Yes, but it could be hard to convince others this breakout campaign is legit because a lot of his peripherals look similar to what he had done in the five years prior. The below table compares his line-drive rate (LD%), ground-ball rate (GB%), fly-ball rate (FB%), hard-hit rate (Hard%), and BABIP from 2012-16 to this past season.

Year LD% GB% FB% Hard% BABIP
2012-16 21.6% 53.2% 25.2% 31.3% .320
2017 20.3% 52.2% 27.5% 35.3% .392

For someone who depends on ground balls this much, it's also worth noting that his performance for that batted-ball event increased substantially last season. After failing to post a wRC+ higher than 50 in each of the three years leading up to 2017, he finished his most recent campaign with a 99 wRC+ in this situation.

His plate-discipline stats also weren't much different than the rest of his career. Garcia's chase rate (42.5% for career, 39.8% in '17) and swinging-strike rate (17.0% for career, 16.2% in '17) did get slightly better, but those aren't big improvements, and he's still swinging at an awful lot of pitches (57.0% for career, 59.0% in '17).

While he's the more affordable player moving forward based on his 2017 salary ($3 million), there are still questions around his performance, as good as it was. Is Garcia the kind of player that can continue putting up numbers despite all those grounders? Maybe, but we need some more time to find out.

Looking Ahead

Will some kind of trade market form this winter for either of these two players? It wouldn't be shocking since the White Sox are open to that. It's just not going to be as easy as last year when they kicked off this rebuild by dealing Sale and Eaton.

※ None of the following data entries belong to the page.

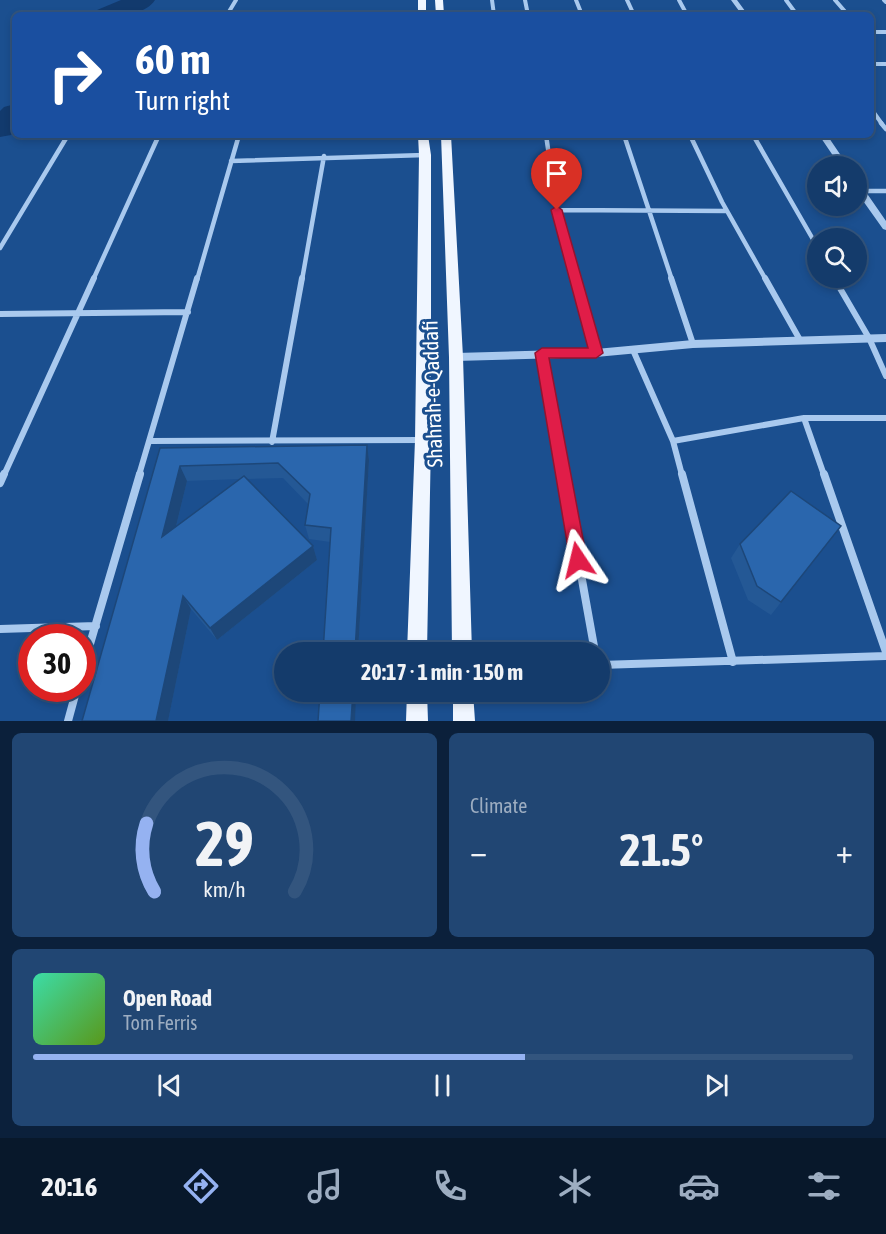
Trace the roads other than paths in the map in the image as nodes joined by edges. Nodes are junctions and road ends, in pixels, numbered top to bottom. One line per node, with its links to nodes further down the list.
1 (835, 0): 2 (street)
2 (845, 12)
3 (874, 113): 4 (street)
4 (886, 129)
5 (66, 138): 27 (street)
6 (158, 138): 30 (street)
7 (238, 138): 18 (street)
8 (423, 138): 15 (main road, Shahrah-e-Qaddafi)
9 (446, 138): 39 (main road, Shahrah-e-Qaddafi)
10 (546, 138): 22 (street)
11 (625, 138): 23 (street)
12 (691, 138): 24 (street)
13 (755, 138): 26 (street)
14 (825, 138): 17 (street)
15 (425, 155): 16 (street); 43 (main road, Shahrah-e-Qaddafi)
16 (324, 156): 18 (street); 46 (street)
17 (837, 156)
18 (231, 161): 29 (street)
19 (867, 189): 20 (street)
20 (886, 191)
21 (867, 200): 25 (street)
22 (557, 210): 23 (street); 38 (street)
23 (649, 210): 24 (street); 35 (street)
24 (727, 211): 34 (street)
25 (886, 227)
26 (807, 229)
27 (0, 248)
28 (840, 288): 32 (street)
29 (188, 312): 30 (street); 44 (street)
30 (76, 313): 31 (street); 47 (street)
31 (0, 314)
32 (869, 338): 33 (street); 34 (street); 40 (street)
33 (886, 338)
34 (800, 340): 35 (street)
35 (693, 344): 36 (street)
36 (633, 350): 38 (street); 45 (street)
37 (542, 353): 38 (street); 39 (street); 53 (street)
38 (596, 353)
39 (456, 357): 52 (main road, Shahrah-e-Qaddafi)
40 (886, 376)
41 (804, 418): 42 (street); 45 (street); 54 (street)
42 (886, 418)
43 (423, 440): 46 (street); 51 (main road, Shahrah-e-Qaddafi)
44 (150, 441): 46 (street); 48 (street)
45 (673, 441): 55 (street)
46 (272, 442)
47 (0, 483)
48 (96, 626)
49 (18, 629): 50 (street)
50 (0, 630)
51 (417, 642)
52 (462, 642)
53 (592, 642)
54 (886, 654): 55 (street)
55 (733, 662): 56 (street)
56 (610, 665)
57 (73, 702): 60 (street)
58 (417, 702): 61 (main road)
59 (463, 702): 62 (main road)
60 (68, 721)
61 (417, 721)
62 (464, 721)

If the front office decides Abreu and Garcia are better off elsewhere, it may be better to wait until the 2018 regular season is in full swing to get the most value possible.

With so many options in the first base/corner outfield market, it'd be surprising to see teams pay a high price in prospects for Abreu. He's been great and returned to his rookie-year level of production, but is already on the wrong side of 30. Plus, teams are less likely to potentially overpay in the winter. In the middle of summer and within reach of a postseason spot, though, then it could happen.

For Garcia, he'd get another few months to show that his 2017 performance wasn't a fluke, but since his approach hasn't changed much, it'd behoove the White Sox to sell high now just in case regression hits.

Having already filled their farm system with top-level prospects thanks to selling off their best veterans, Abreu and Garcia likely represent the final two options in this part of their strategy. Will they stay or will they go? Only time will tell. If recent history means anything, Hahn won't mind keeping them in the organization for at least part of next season if the right deal doesn't materialize, which is what he did with Quintana before sending him to the Cubs.

And based off how his recent trades have gone down, Chicago's general manager probably won't pull the trigger unless he can maximize value.